Tasa Coffee will be one of the only local cafés and roasters in West Humboldt Park when it opens at 4136 W. North Ave. Owners Jackie and Pierre Marquez received about $230,000 from the city’s Neighborhood Opportunity Fund to build out of the store. They hope to open in early 2022.
The couple didn’t initially have ambitions of starting their own business when they dove into coffee last year. They started exploring coffee beans, roasting and the history of coffee around the world as a way to break the monotony and solitude of the pandemic, they said.
Jackie Marquez has a background as a chef. But since many restaurants were closed throughout the pandemic, she had a lot of spare time to pursue other interests, she said.
“We started kind of just supporting local coffee shops and we really got into coffee. One day, I thought, ‘Let’s look into the history of coffee,'” she said.
The couple’s curiosity blossomed into a full-blown hobby when they decided to buy a small roaster and green coffee beans.
“Obviously, the first few batches were pretty bad. But once we got the hang of it, we were surprisingly pretty good at it,” Jackie Marquez said.
The pair started experimenting with roasts and offered them to friends and neighbors to taste test, Pierre Marquez said.
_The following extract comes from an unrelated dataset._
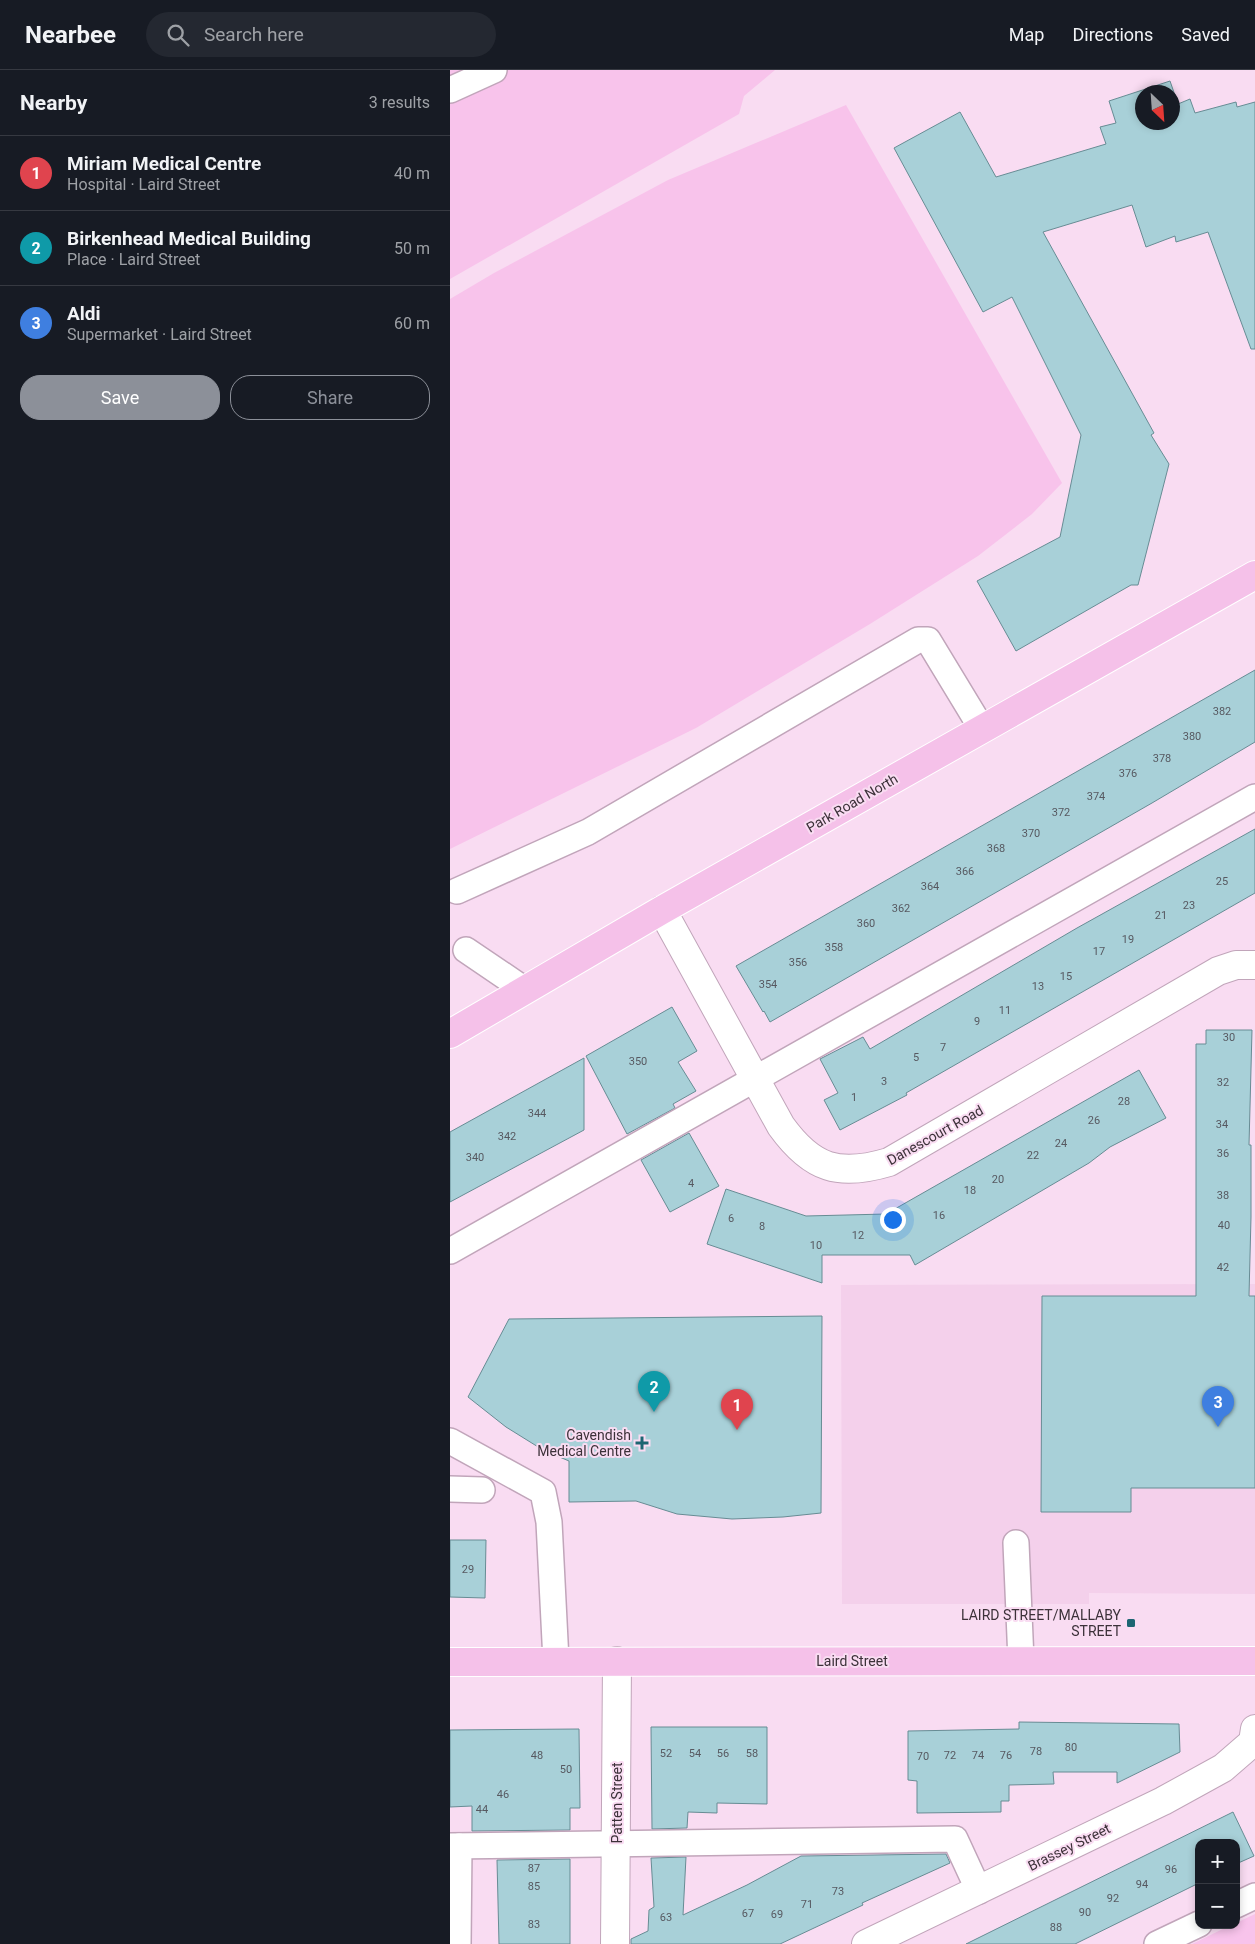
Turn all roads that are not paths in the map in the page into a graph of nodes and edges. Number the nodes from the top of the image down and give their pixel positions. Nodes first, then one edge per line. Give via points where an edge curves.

They researched beans and flavor profiles for coffees grown in Mexico, Ethiopia, Columbia and Guatemala, he said.
All that inspired them to turn their newfound love of coffee into a business.
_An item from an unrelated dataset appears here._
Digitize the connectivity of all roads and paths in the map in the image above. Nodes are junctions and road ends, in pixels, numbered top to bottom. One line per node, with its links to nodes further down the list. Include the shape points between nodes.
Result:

A core value of Tasa Coffee is cultivating direct relationships with coffee growers and ensuring they are fairly compensated, Pierre Marquez said.
“People are kind of cut off from the process sometimes, so they don’t realize you’re paying $10 for a pound of coffee beans, you’re not really supporting the farmer adequately. That’s important to us,” he said.
The shop will have a café area with seating and a full kitchen serving food and pastries to go with the coffee roasted on site, Pierre Marquez said. The shop will have a pickup window for grab-and-go coffee, and guests will be able to view the roasting area so “people can see me roasting the coffee. They can really see what it takes to make that cup of coffee,” Pierre Marquez said.
The city grant will help them increase the scale of the coffee shop, including having a bigger coffee roaster.
The area doesn’t have many options for coffee besides Starbucks, McDonald’s and Dunkin’, they said, so they are eager to give residents a local café where families and friends can get together and enjoy themselves.
“We always remember that our families would bond with a cup of coffee,” Jackie Marquez said. “It just reminds us of how that one cup of coffee brought the family together. That’s kind of what we want to do with the community, bring people together just to have a cup of coffee.”